The character was portrayed in live-action by actor Martin Donovan in the Marvel Cinematic Universe 2015 film Ant-Man.

==Publication history==
Created by writers Robert Kirkman and Andy Kuhn, he first appeared in Marvel Team-Up (vol. 3) #21. He was the primary antagonist in the 2006 Irredeemable Ant-Man series.

==Fictional character biography==
Mitch Carson is a high-ranked security agent of S.H.I.E.L.D. When he was fifteen years old, Carson killed his father, but managed to escape capture.

Carson was supposed to become the wearer of the new Ant-Man suit made for S.H.I.E.L.D. by Hank Pym. When Eric O'Grady takes the suit, Carson becomes determined to capture him. While pursuing O'Grady, Carson is heavily burned on the left side of his face.

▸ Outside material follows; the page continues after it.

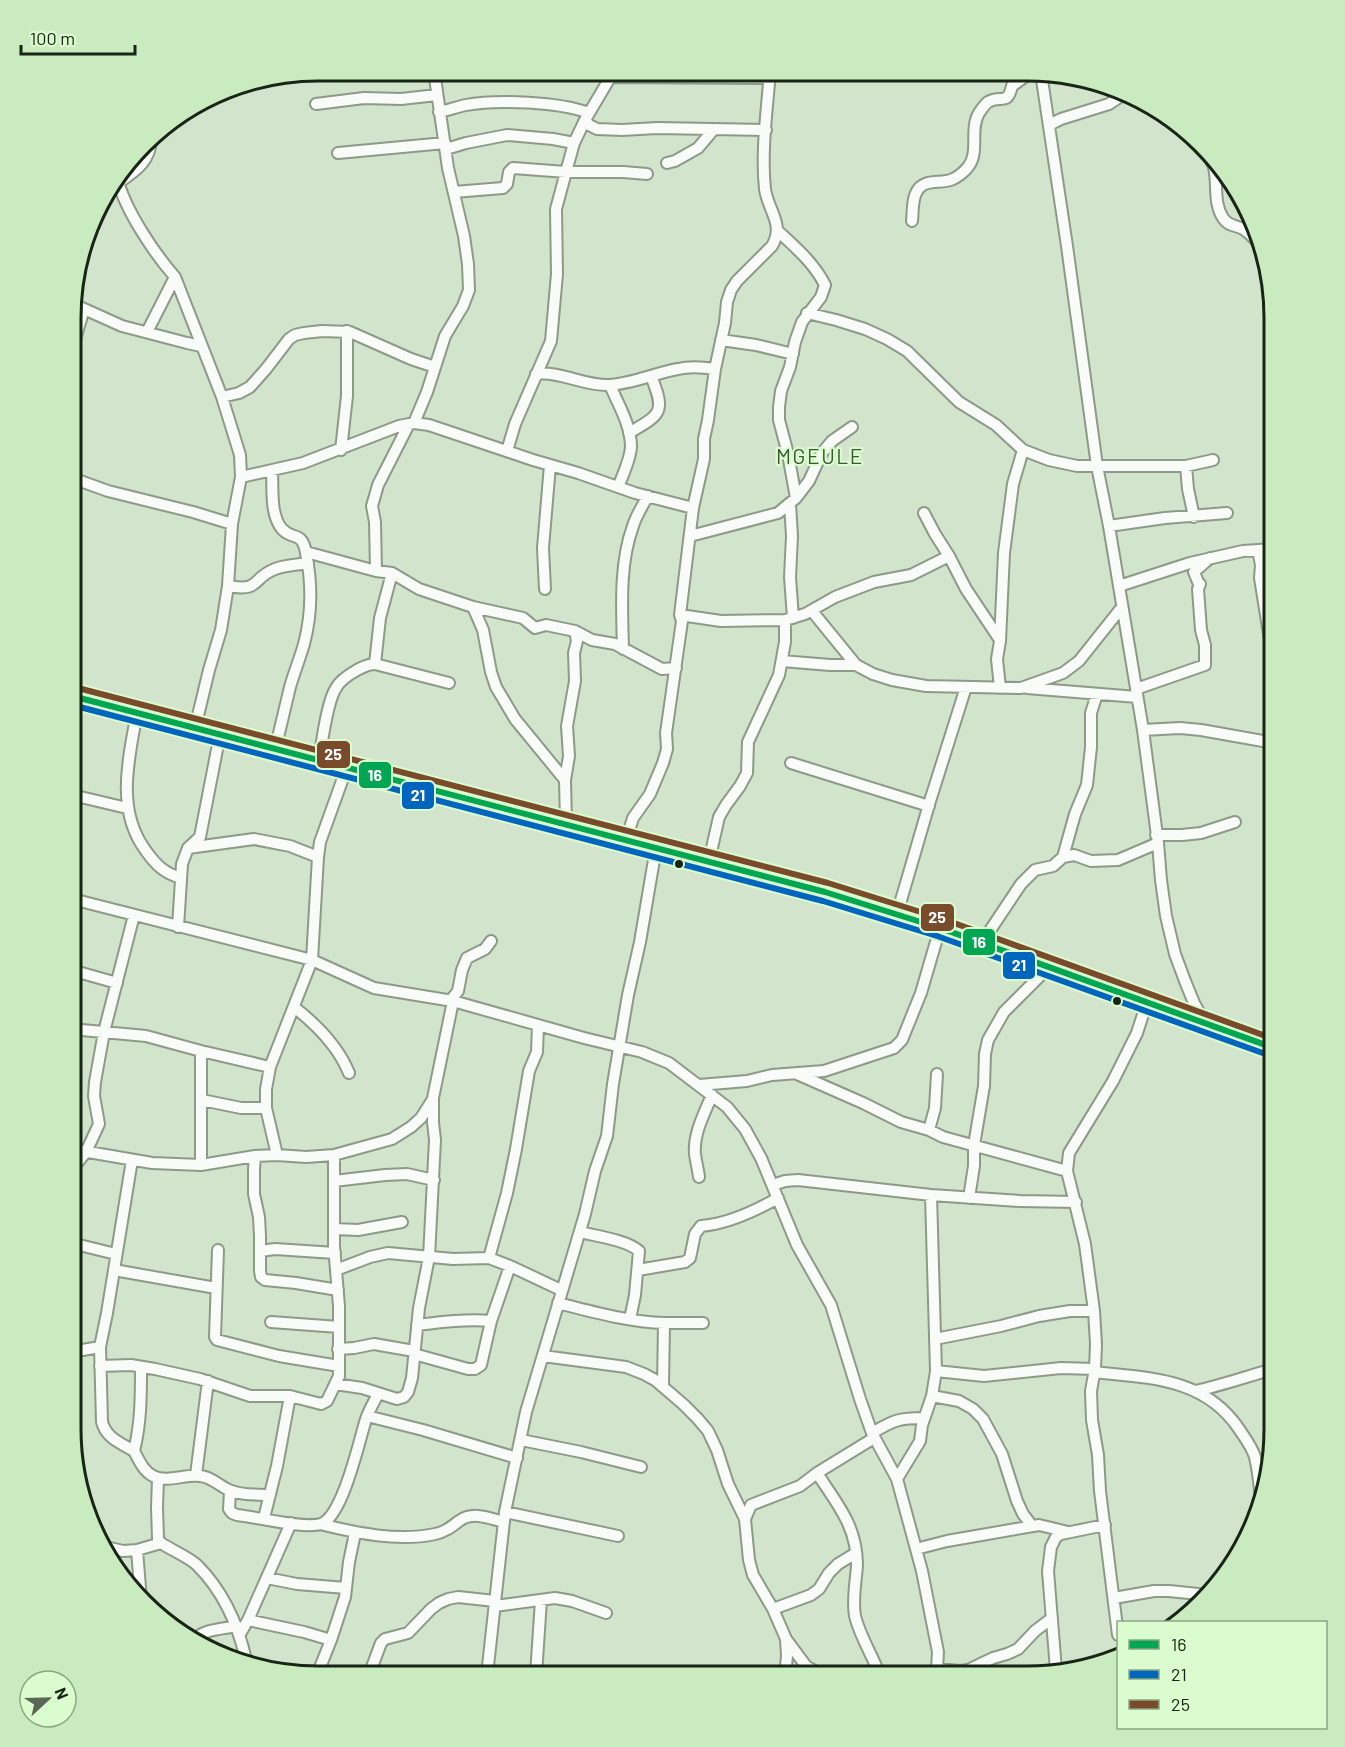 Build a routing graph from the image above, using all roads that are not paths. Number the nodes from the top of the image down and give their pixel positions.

Using an older Ant-Man suit, Carson manages to confront and capture O'Grady. Instead of bringing O'Grady to justice, however, Carson plans to torture him. Iron Man intervenes and rescues O'Grady. O'Grady falsely claims that Carson stole the suit and killed S.H.I.E.L.D. agent Chris McCarthy, causing Carson to be arrested.

==Powers and abilities==
Mitchell Carson has S.H.I.E.L.D. training, specifically in firearms/explosives, espionage, intelligence gathering, and hand-to-hand combat. He gained access to an old Ant-Man suit which he used to shrink and take out the more advanced Ant-Man suit utilized by Eric O'Grady.

==In other media==

Martin Donovan as Mitchell Carson in Ant-Man (2015).

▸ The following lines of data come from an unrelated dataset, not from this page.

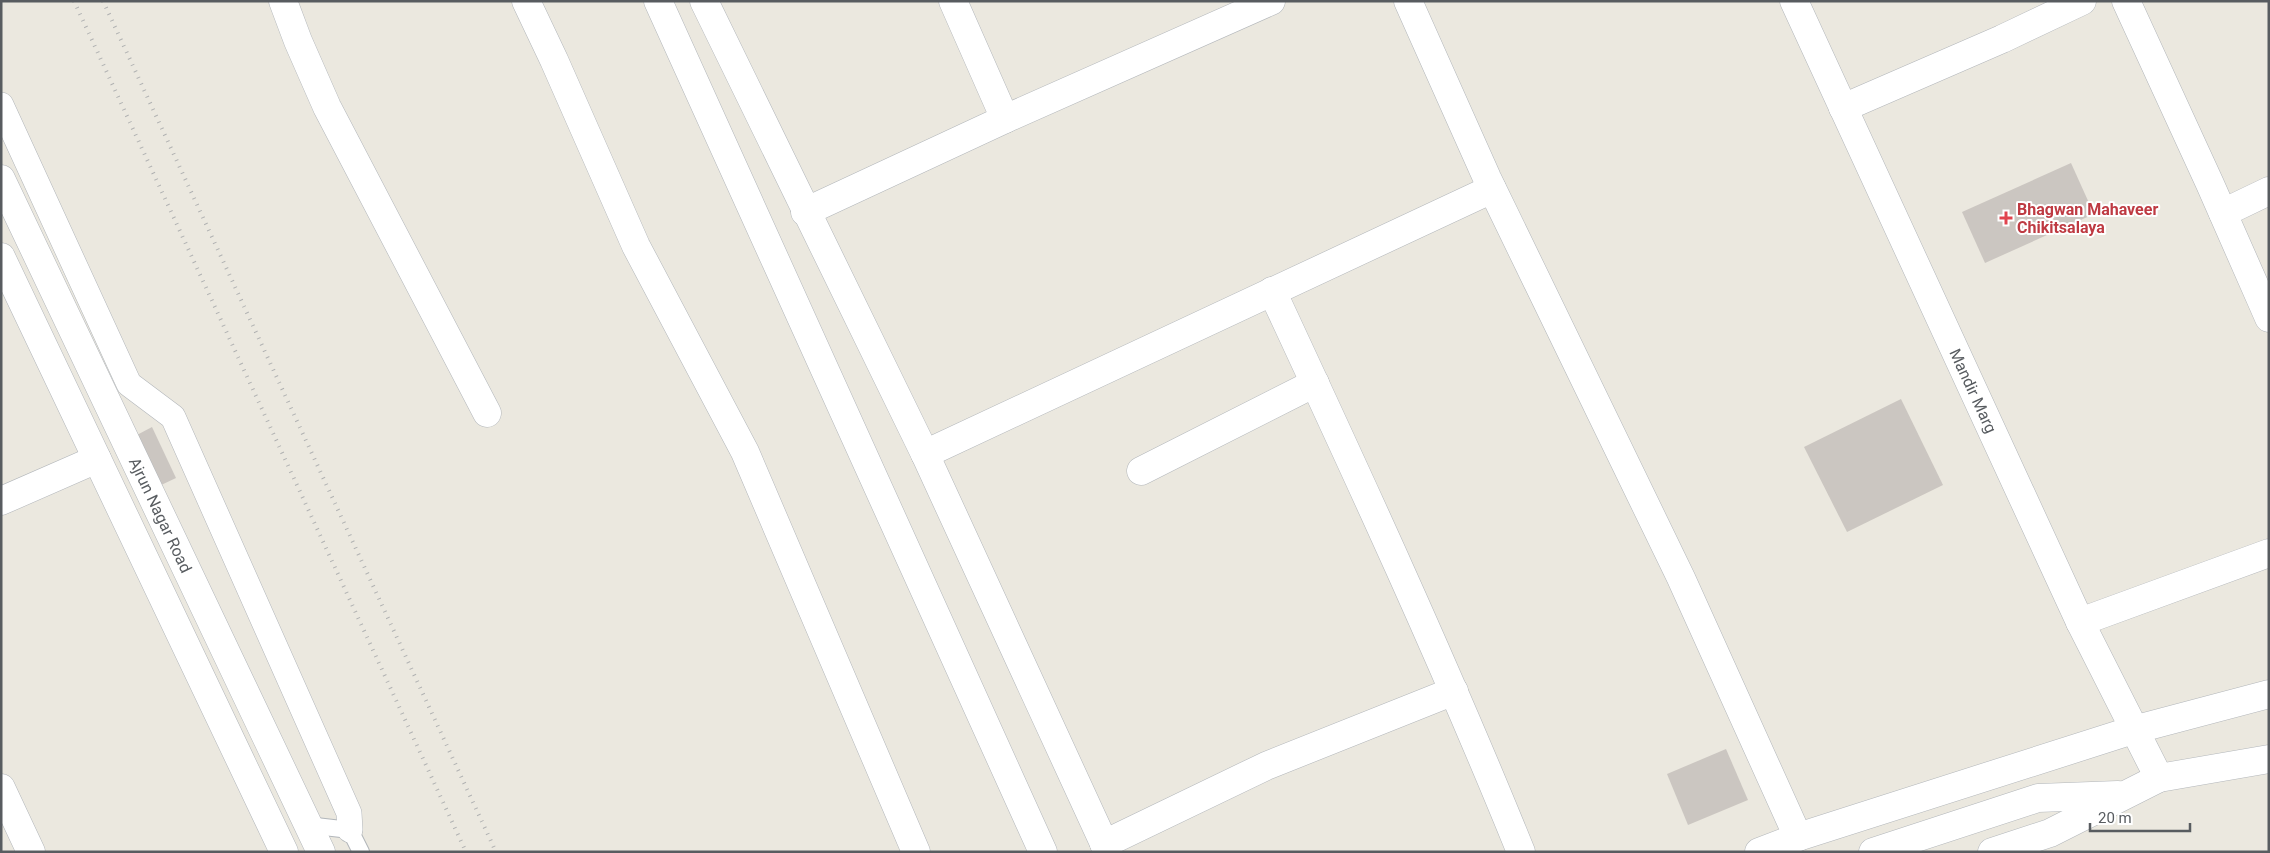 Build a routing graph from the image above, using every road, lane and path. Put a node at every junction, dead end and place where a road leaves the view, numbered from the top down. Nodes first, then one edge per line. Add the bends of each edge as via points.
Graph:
1 (283, 1) edge
2 (526, 1) edge
3 (658, 1) edge
4 (704, 1) edge
5 (953, 1) edge
6 (1271, 1) edge
7 (1408, 1) edge
8 (1794, 1) edge
9 (2082, 1) edge
10 (2126, 1) edge
11 (1, 105) edge
12 (1843, 108) junction
13 (1004, 119) junction
14 (1, 179) edge
15 (1492, 189) junction
16 (2269, 192) edge
17 (8, 212) edge
18 (805, 212) junction
19 (2223, 213) junction
20 (1, 257) edge
21 (1272, 290) junction
22 (2269, 318) edge
23 (1315, 383) junction
24 (487, 413) dead end
25 (925, 454) junction
26 (97, 459) junction
27 (1141, 471) dead end
28 (1, 501) edge
29 (2269, 553) edge
30 (2080, 622) junction
31 (1454, 691) junction
32 (2269, 694) edge
33 (2133, 730) junction
34 (2269, 760) edge
35 (2159, 778) junction
36 (1, 788) edge
37 (2127, 794) junction
38 (307, 825) junction
39 (1798, 837) junction
40 (356, 841) edge
41 (1106, 848) edge
42 (31, 852) edge
43 (284, 852) edge
44 (321, 852) edge
45 (916, 852) edge
46 (1043, 852) edge
47 (1521, 852) edge
48 (1759, 852) edge
49 (1874, 852) edge
50 (1992, 852) edge
51 (2056, 852) edge

1 - 24 street via 327,107
2 - 45 street via 636,246 745,452
3 - 46 street
4 - 18 street
5 - 13 street
6 - 13 street
7 - 15 street
8 - 12 street, Mandir Marg
9 - 12 street
10 - 19 street
11 - 40 street via 130,384 173,417 349,813
12 - 30 street, Mandir Marg
13 - 18 street
14 - 17 street, Ajrun Nagar Road
15 - 21 street
15 - 39 street via 1681,578
16 - 19 street
17 - 38 street, Ajrun Nagar Road
18 - 25 street
19 - 22 street
20 - 26 street, Ajrun Nagar Road
21 - 23 street
21 - 25 street
23 - 27 street
23 - 31 street
25 - 41 street
26 - 28 street
26 - 43 street, Ajrun Nagar Road
29 - 30 street
30 - 33 street, Mandir Marg
31 - 41 street via 1266,766
31 - 47 street
32 - 33 street
33 - 35 street, Mandir Marg
33 - 39 street
34 - 35 street
35 - 37 street
36 - 42 street
37 - 49 street via 2038,798
37 - 50 street via 2050,833
37 - 51 street
38 - 40 lane
38 - 44 street, Ajrun Nagar Road
39 - 48 street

Mitchell Carson appears in Ant-Man, portrayed by Martin Donovan. This version is an agent of Hydra who previously worked undercover as the Head of Defense of S.H.I.E.L.D. during the 1990s and partook in S.H.I.E.L.D.'s failed attempt at replicating Hank Pym's Pym Particles. In the present, Carson and a group of Hydra agents meet with Darren Cross, Pym's former protégé who had successfully created his own formula and developed the Yellowjacket battlesuit. After Pym, Scott Lang, and Hope van Dyne intervene, Carson escapes with Cross's replicated technology.